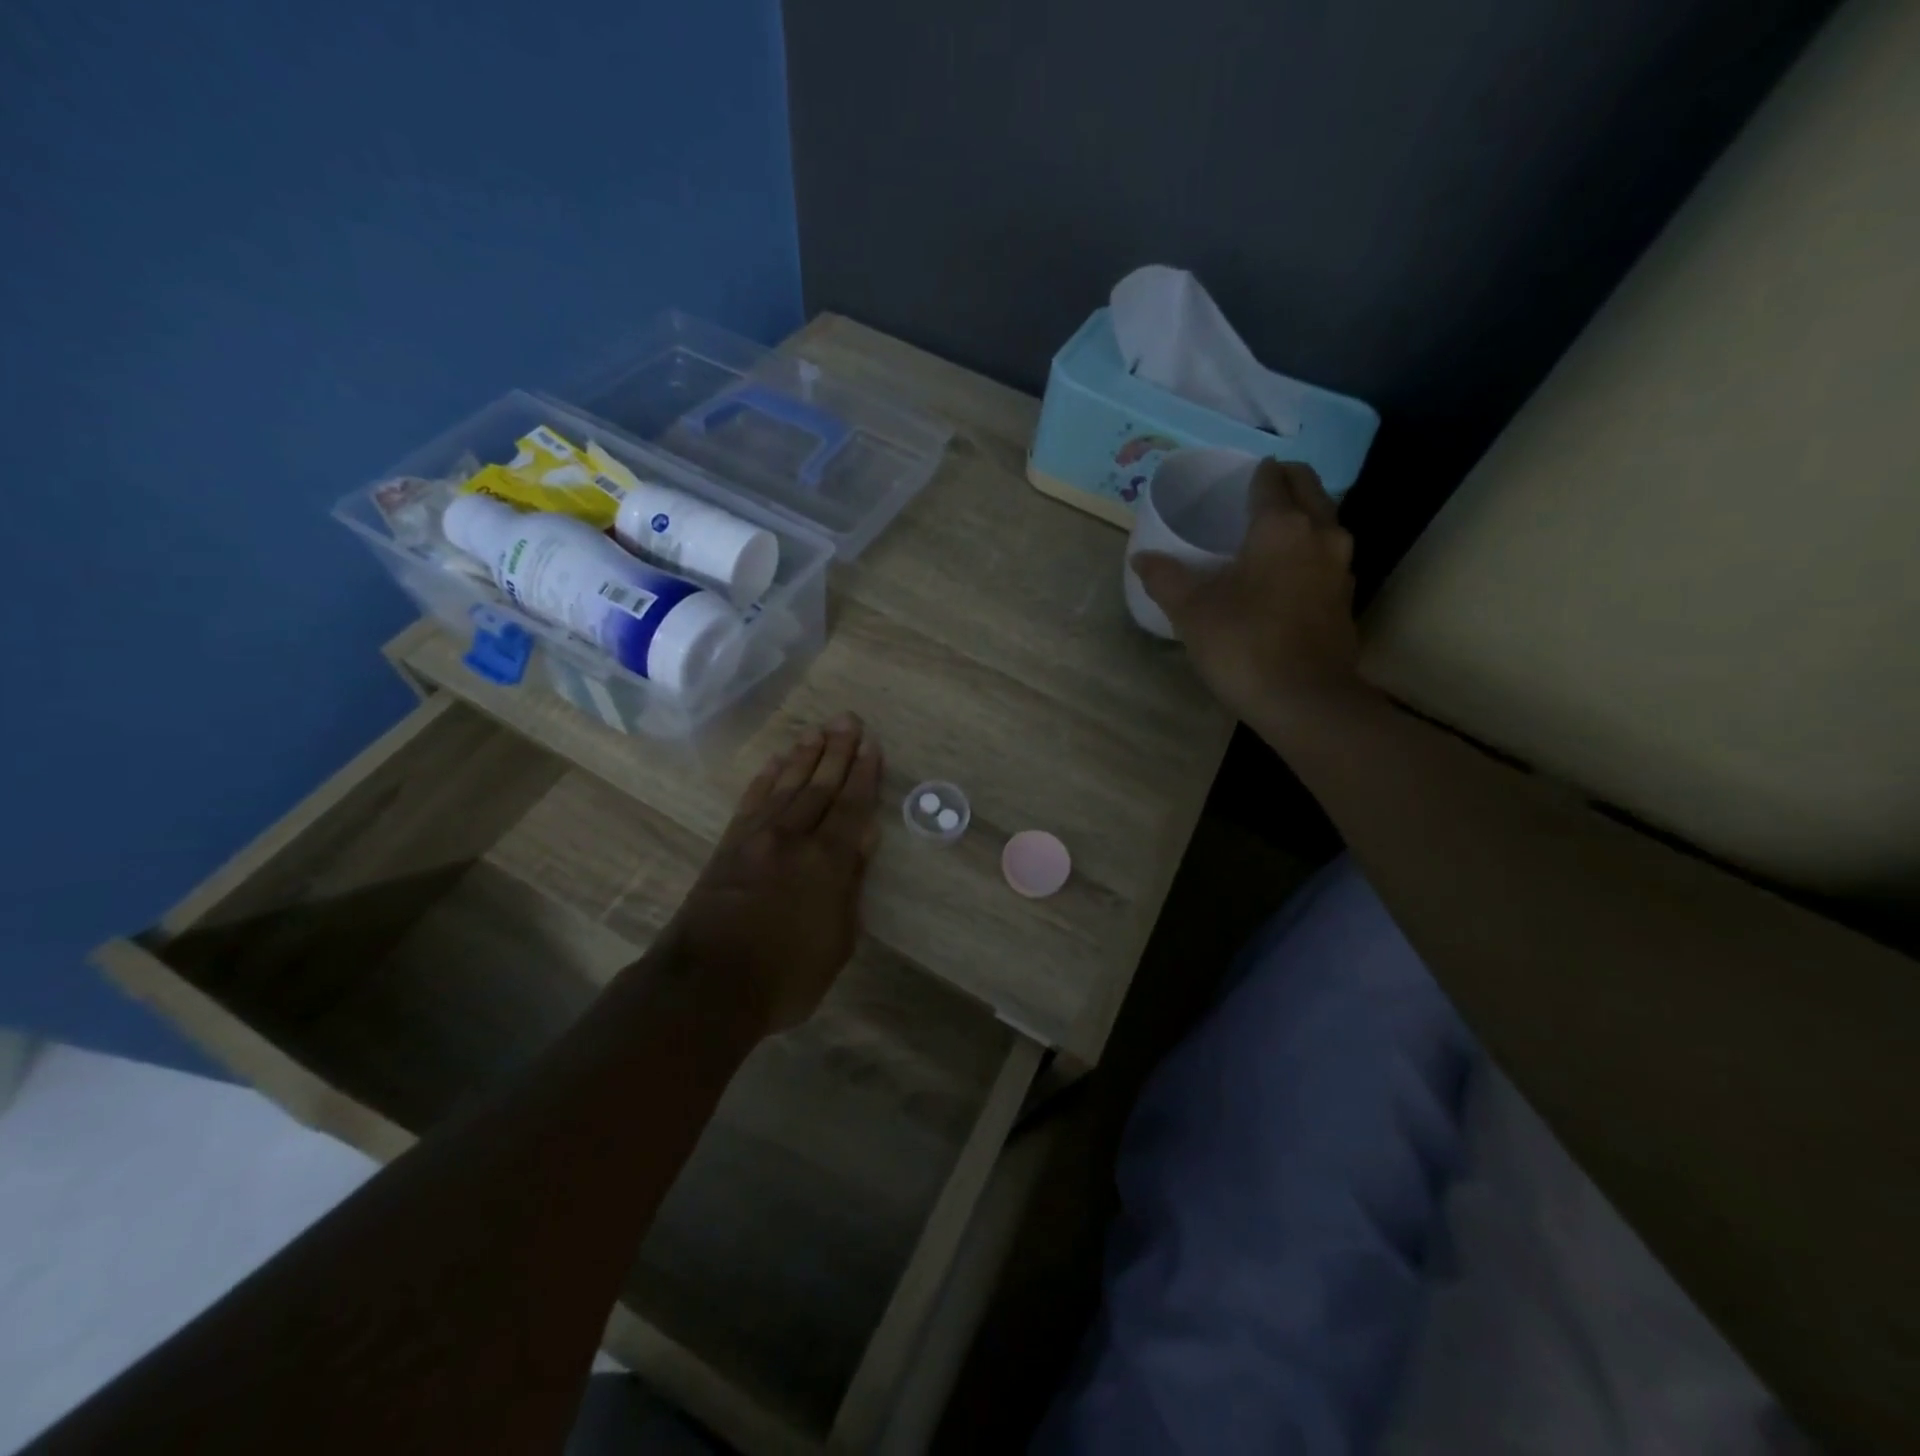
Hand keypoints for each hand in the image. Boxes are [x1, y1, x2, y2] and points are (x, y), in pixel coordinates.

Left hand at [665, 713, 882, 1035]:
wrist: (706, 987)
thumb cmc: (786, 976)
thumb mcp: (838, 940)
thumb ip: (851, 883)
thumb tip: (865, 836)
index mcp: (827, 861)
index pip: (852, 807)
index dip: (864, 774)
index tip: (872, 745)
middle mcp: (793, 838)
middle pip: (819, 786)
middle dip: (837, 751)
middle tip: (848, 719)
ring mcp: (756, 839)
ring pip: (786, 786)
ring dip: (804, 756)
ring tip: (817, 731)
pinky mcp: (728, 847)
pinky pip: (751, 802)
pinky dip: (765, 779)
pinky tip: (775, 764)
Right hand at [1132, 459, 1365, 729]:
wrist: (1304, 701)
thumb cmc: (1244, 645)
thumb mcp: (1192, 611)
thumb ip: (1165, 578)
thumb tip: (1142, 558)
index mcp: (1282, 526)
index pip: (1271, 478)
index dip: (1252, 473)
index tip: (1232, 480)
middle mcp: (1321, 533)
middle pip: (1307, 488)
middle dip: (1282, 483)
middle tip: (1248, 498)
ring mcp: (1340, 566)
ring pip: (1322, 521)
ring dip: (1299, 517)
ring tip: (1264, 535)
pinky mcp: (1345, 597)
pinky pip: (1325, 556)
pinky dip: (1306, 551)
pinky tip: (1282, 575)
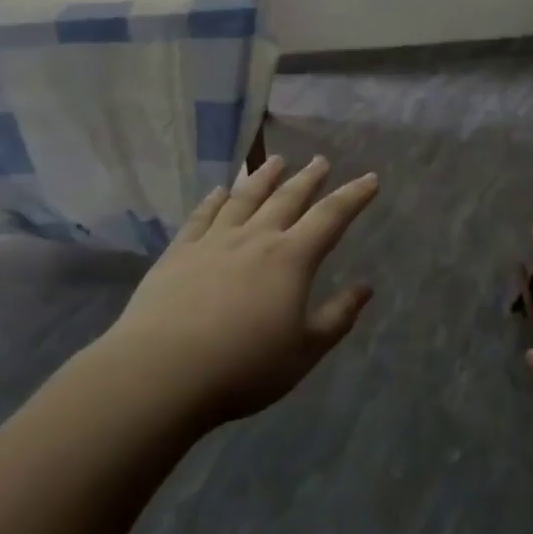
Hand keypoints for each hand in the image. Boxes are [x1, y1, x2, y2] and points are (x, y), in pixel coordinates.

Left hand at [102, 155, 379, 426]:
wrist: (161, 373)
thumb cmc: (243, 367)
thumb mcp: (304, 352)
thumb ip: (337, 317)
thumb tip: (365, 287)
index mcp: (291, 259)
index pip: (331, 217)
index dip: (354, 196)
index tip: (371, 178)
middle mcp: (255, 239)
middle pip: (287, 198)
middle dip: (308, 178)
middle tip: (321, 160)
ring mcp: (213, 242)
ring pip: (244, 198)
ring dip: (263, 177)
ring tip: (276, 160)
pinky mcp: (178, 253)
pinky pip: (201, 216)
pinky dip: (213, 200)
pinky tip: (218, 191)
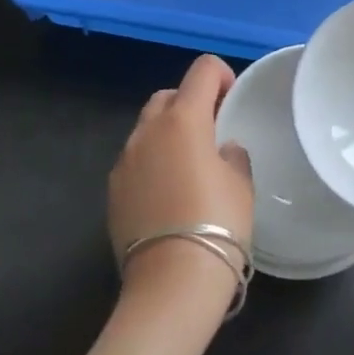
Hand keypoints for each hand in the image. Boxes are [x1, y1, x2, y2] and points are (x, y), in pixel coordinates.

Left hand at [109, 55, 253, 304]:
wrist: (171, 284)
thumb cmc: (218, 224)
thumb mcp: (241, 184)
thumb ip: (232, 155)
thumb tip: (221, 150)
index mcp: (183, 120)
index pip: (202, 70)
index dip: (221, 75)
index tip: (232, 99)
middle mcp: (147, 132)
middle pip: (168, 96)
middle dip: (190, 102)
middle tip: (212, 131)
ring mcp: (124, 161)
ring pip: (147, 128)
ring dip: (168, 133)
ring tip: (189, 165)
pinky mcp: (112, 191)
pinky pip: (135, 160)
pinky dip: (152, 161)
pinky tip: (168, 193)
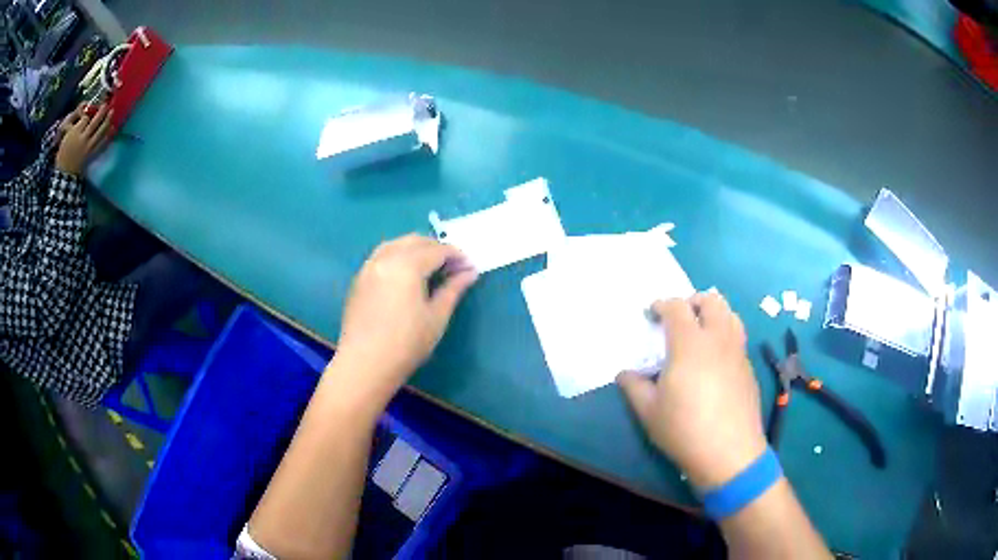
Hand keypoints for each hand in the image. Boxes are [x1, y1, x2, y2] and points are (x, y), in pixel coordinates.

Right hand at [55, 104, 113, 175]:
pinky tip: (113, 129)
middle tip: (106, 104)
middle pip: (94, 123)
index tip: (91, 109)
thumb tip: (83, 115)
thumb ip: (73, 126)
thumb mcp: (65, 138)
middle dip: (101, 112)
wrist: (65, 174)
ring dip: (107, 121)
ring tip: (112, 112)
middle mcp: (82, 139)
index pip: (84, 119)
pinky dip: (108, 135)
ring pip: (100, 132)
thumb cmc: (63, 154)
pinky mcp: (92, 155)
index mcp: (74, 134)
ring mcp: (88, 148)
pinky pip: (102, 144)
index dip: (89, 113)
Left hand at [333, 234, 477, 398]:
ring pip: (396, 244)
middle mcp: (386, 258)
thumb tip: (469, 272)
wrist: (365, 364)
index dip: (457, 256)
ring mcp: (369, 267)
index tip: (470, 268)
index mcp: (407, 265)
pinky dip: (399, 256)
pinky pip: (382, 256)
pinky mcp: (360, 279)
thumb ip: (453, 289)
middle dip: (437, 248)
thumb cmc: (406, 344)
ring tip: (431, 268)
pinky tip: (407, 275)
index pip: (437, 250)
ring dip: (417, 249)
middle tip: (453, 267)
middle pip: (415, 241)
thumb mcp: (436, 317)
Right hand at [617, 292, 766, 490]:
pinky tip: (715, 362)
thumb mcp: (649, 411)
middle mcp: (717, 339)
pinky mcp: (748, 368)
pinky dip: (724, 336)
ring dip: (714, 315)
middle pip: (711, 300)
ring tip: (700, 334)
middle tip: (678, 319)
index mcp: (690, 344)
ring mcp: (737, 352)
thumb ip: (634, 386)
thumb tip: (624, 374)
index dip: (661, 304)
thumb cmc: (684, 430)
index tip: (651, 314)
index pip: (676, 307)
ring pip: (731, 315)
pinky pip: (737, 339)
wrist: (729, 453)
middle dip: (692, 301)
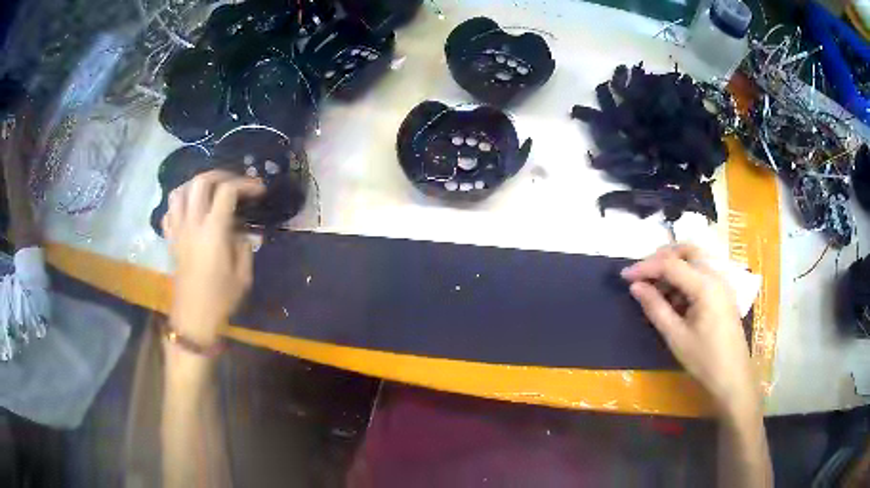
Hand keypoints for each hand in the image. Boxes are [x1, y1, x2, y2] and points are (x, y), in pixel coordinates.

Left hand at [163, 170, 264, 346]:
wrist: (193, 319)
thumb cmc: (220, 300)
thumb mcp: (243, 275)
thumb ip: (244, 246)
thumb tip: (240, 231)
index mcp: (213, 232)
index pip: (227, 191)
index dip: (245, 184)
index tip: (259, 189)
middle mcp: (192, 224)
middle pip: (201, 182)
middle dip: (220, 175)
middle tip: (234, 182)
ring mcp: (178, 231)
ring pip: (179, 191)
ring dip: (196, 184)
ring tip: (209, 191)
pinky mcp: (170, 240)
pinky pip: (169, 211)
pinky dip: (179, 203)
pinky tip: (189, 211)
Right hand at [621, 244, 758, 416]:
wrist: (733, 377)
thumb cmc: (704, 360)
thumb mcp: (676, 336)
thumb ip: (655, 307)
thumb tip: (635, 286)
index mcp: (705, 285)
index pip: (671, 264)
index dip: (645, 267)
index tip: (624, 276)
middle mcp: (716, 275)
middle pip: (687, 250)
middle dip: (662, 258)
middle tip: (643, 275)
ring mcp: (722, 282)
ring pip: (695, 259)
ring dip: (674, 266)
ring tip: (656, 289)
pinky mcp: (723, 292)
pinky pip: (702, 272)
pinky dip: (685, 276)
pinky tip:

════════

* [Task objective]: Using the entries above, transcribe exactly from the line that has "middle tip: (212, 131)" through the line that has "ring tip: (112, 112)". Pictures are dropped.

* [Exercise solution]:
middle tip: (212, 131)
ring mcp: (124, 161)
ring pip: (147, 128)
ring dip: (168, 133)
ring tip: (189, 165)
pinky mcp: (112, 191)
pinky pip: (135, 160)
pinky dip: (152, 161)
pinky tip: (168, 193)
Hand keypoints for each hand in the image. Boxes are [x1, y1, x2, y2] and points are (x, y), in pixel coordinates.

Right hand at [55, 104, 113, 175]:
pinky tip: (113, 129)
middle tip: (106, 104)
middle pip: (94, 123)
index tip: (91, 109)
thumb tip: (83, 115)
thumb ip: (73, 126)
thumb mcp: (65, 138)
middle dip: (101, 112)
wrist: (65, 174)
ring dip: (107, 121)
ring tip: (112, 112)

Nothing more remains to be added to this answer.